→ **PROBLEM DESCRIPTION**
Your task is to copy each line in the listing that includes the word "KUALA".

→ **PROVIDED ENTRIES**

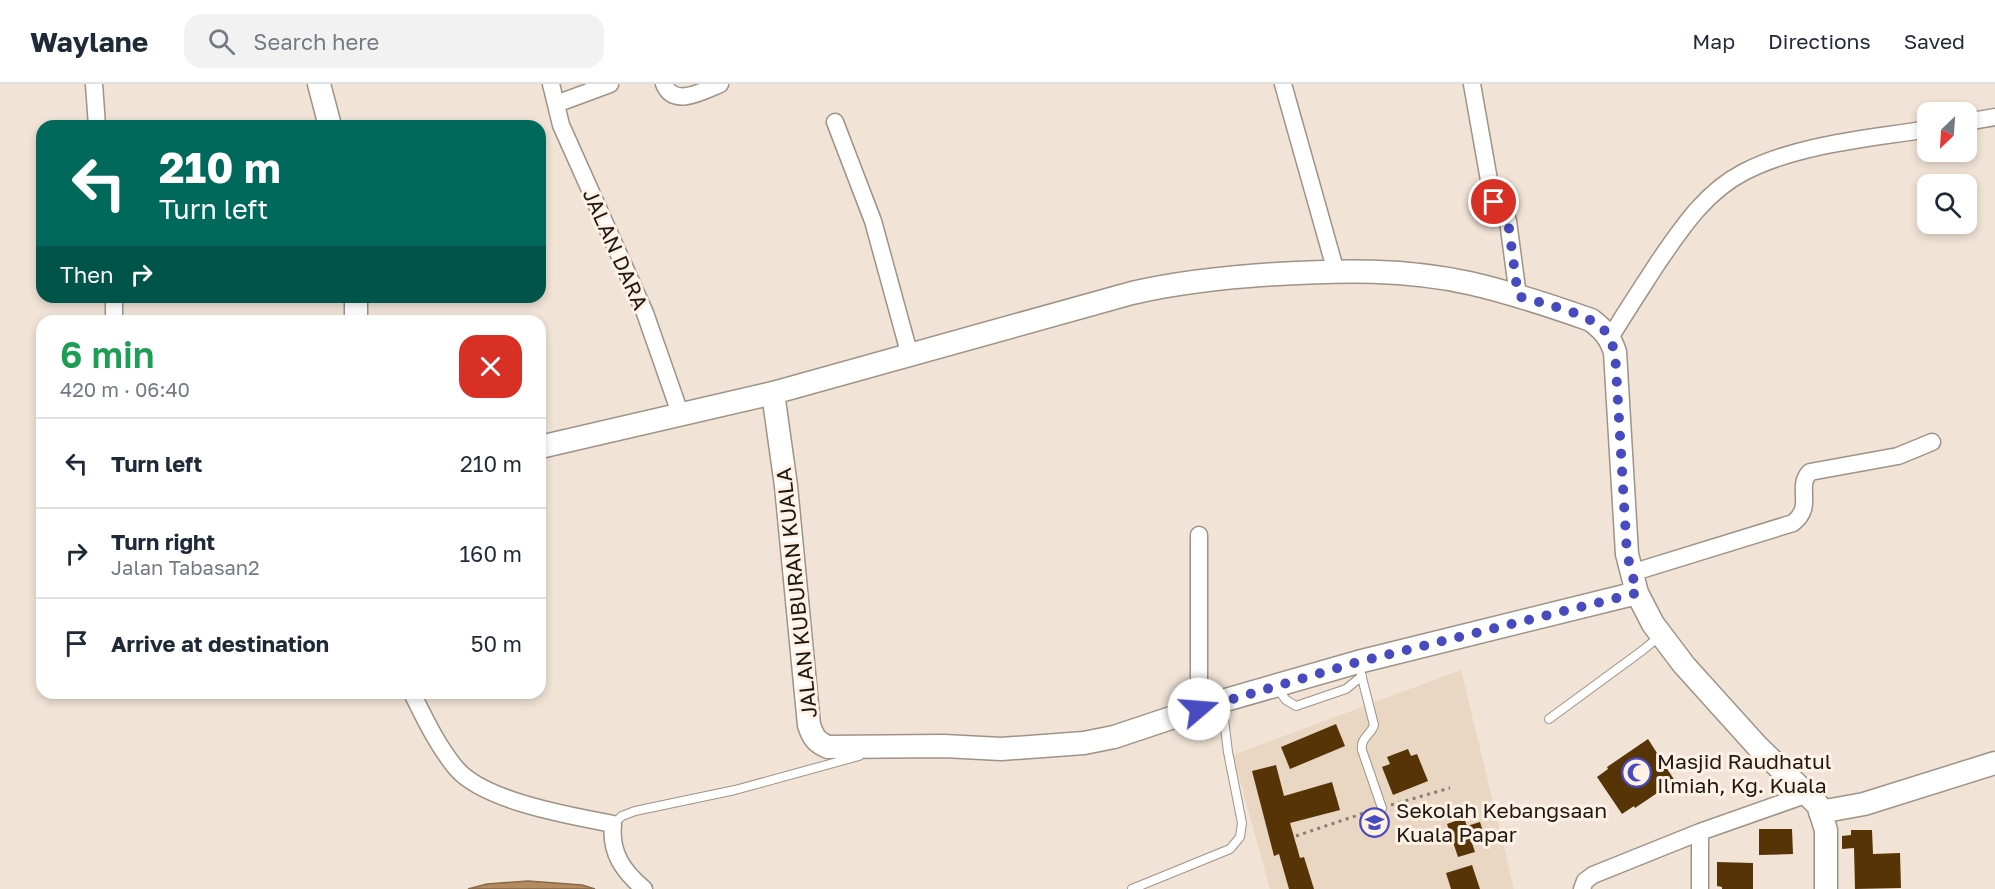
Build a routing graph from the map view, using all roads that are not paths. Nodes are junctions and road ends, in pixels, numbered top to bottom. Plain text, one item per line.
1 (94, 84) edge
2 (319, 84) edge
3 (551, 84) edge
4 (610, 84) edge
5 (664, 84) edge
6 (720, 84) edge
7 (1283, 84) edge
8 (1472, 84) edge
9 (556, 104) junction
10 (1995, 117) edge
11 (97, 120) edge
12 (328, 120) edge
13 (1977, 120) edge
14 (835, 122) dead end
15 (1917, 131) edge
16 (1336, 272) junction
17 (1518, 296) junction
18 (1610, 338) junction
19 (910, 356) junction
20 (773, 393) junction
21 (681, 416) junction
22 (1932, 442) dead end
23 (546, 446) edge
24 (1199, 535) dead end
25 (1634, 583) junction
26 (1661, 634) junction
27 (1360, 669) junction
28 (415, 699) edge
29 (1222, 701) junction
30 (1199, 709) junction
31 (1549, 719) dead end
32 (892, 747) junction
33 (1995, 763) edge
34 (1814, 803) junction
35 (1382, 808) dead end
36 (613, 824) junction
37 (1700, 832) junction
38 (644, 889) edge
39 (1132, 889) edge
40 (1582, 889) edge
41 (1700, 889) edge
42 (1826, 889) edge

1 - 11 street
2 - 12 main road
3 - 9 street, JALAN DARA
4 - 9 street
5 - 6 street
7 - 16 street
8 - 17 street
9 - 21 street, JALAN DARA
10 - 13 street
14 - 19 street
15 - 18 street
16 - 17 main road
16 - 19 main road
17 - 18 main road
18 - 25 main road
19 - 20 main road
20 - 21 main road
20 - 32 main road, JALAN KUBURAN KUALA
21 - 23 main road
22 - 25 street
24 - 30 street
25 - 26 main road
25 - 27 main road, JALAN KUBURAN KUALA
26 - 31 lane
26 - 34 main road
27 - 29 main road, JALAN KUBURAN KUALA
27 - 35 lane
28 - 36 street
29 - 30 main road, JALAN KUBURAN KUALA
29 - 39 lane
30 - 32 main road, JALAN KUBURAN KUALA
32 - 36 lane
33 - 34 main road
34 - 37 street
34 - 42 main road
36 - 38 street
37 - 40 street
37 - 41 street

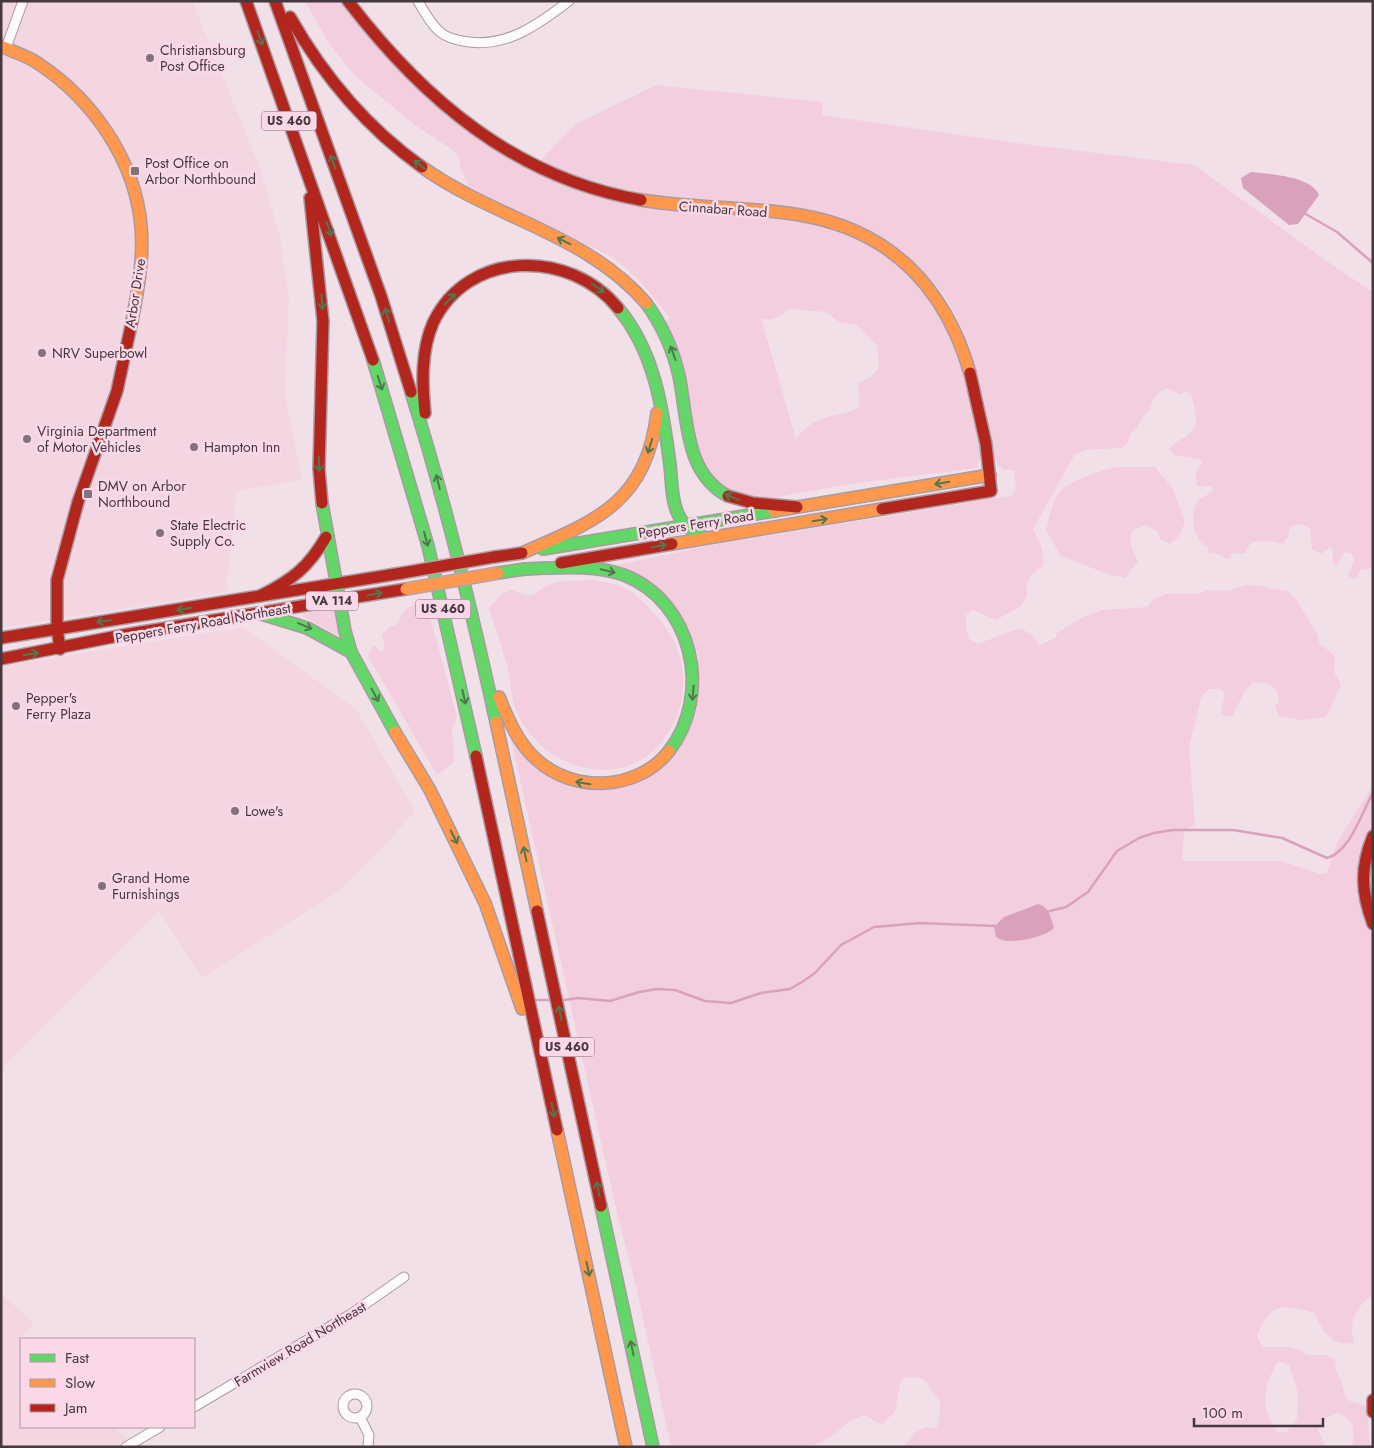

→ **EXPECTED ANSWER**
20 - 32 main road, JALAN KUBURAN KUALA
25 - 27 main road, JALAN KUBURAN KUALA
27 - 29 main road, JALAN KUBURAN KUALA
29 - 30 main road, JALAN KUBURAN KUALA
30 - 32 main road, JALAN KUBURAN KUALA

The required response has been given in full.